Hef was as much a cultural revolutionary as America could produce at mid-century. Began Playboy right after the Kinsey studies were published, while McCarthyism was in full swing. Got called a “Communist” for undermining American morals, “weakening” American society against the threat of godless Communism. Insisted sex should was essential and should be enjoyable for all. Gave a lot of great journalists their starts. If you got Playboy “just for the articles” you read about Civil Rights, Ban the Bomb, Vietnam, and homosexuality there probably before anywhere else. He was a good liberal when the term meant something.  Time, Newsweek, or The Saturday Evening Post never gave a long, free-wheeling interview to Martin Luther King.

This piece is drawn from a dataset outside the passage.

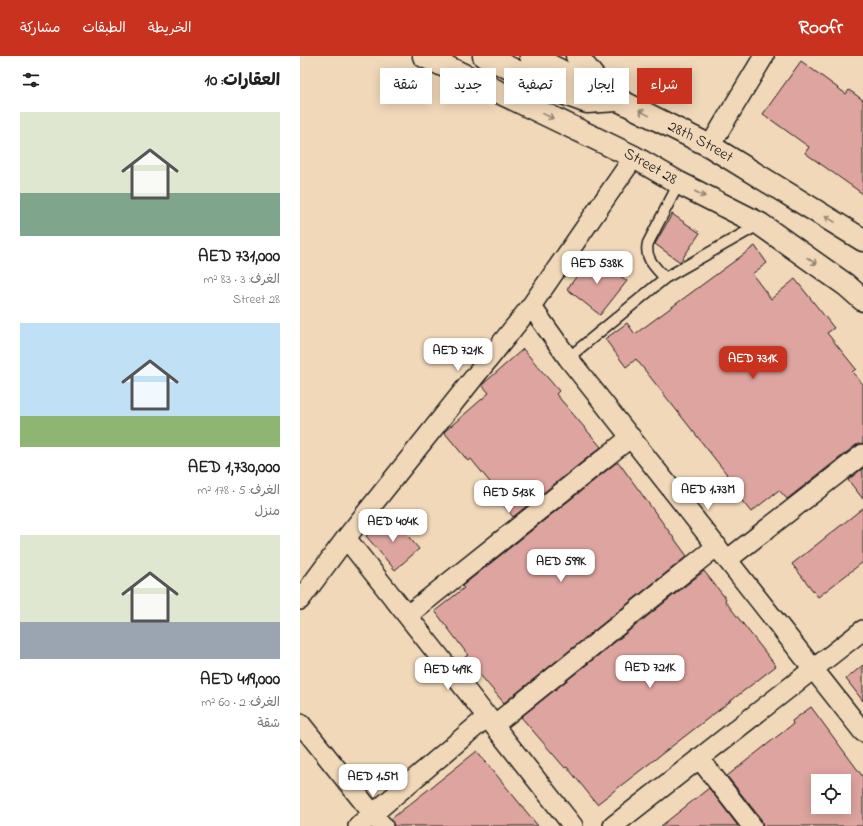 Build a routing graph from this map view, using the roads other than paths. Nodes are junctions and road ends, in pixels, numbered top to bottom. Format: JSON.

Gave tons of money to progressive causes. Had a late night show featuring not just celebs, but writers, political figures, philosophers, etc. Today he most assuredly would have Colin Kaepernick as a guest. Loved jazz and created the idea of the Playboy Man, who didn’t just love women but believed in seeing the world, reading, treating people with respect. Trump is the antithesis of the Playboy image. As the best minds of that generation were “destroyed by madness,” Hef offered refuge.

I know he wasn’t a 3d Wave feminist, and Playboy Bunnies worked in often difficulty-if-not-hostil environments,  but few have made American culture more tolerant and created a space for marginalized people in the media and told Americans the truth about power more than Hugh Hefner did.

Media today is in crisis.  So many people read 140 character tweets rather than reasoned articles.  The corporate media is a powerful wing of the ruling class.  Social media spreads contrived information via memes.  But Playboy still  writes about class, poverty, inequality, war, justice, and other issues that are no longer sexy.

Hef’s death reminded me of something a friend said to me about Bob Dylan years ago, “he’s a genius, not a saint.”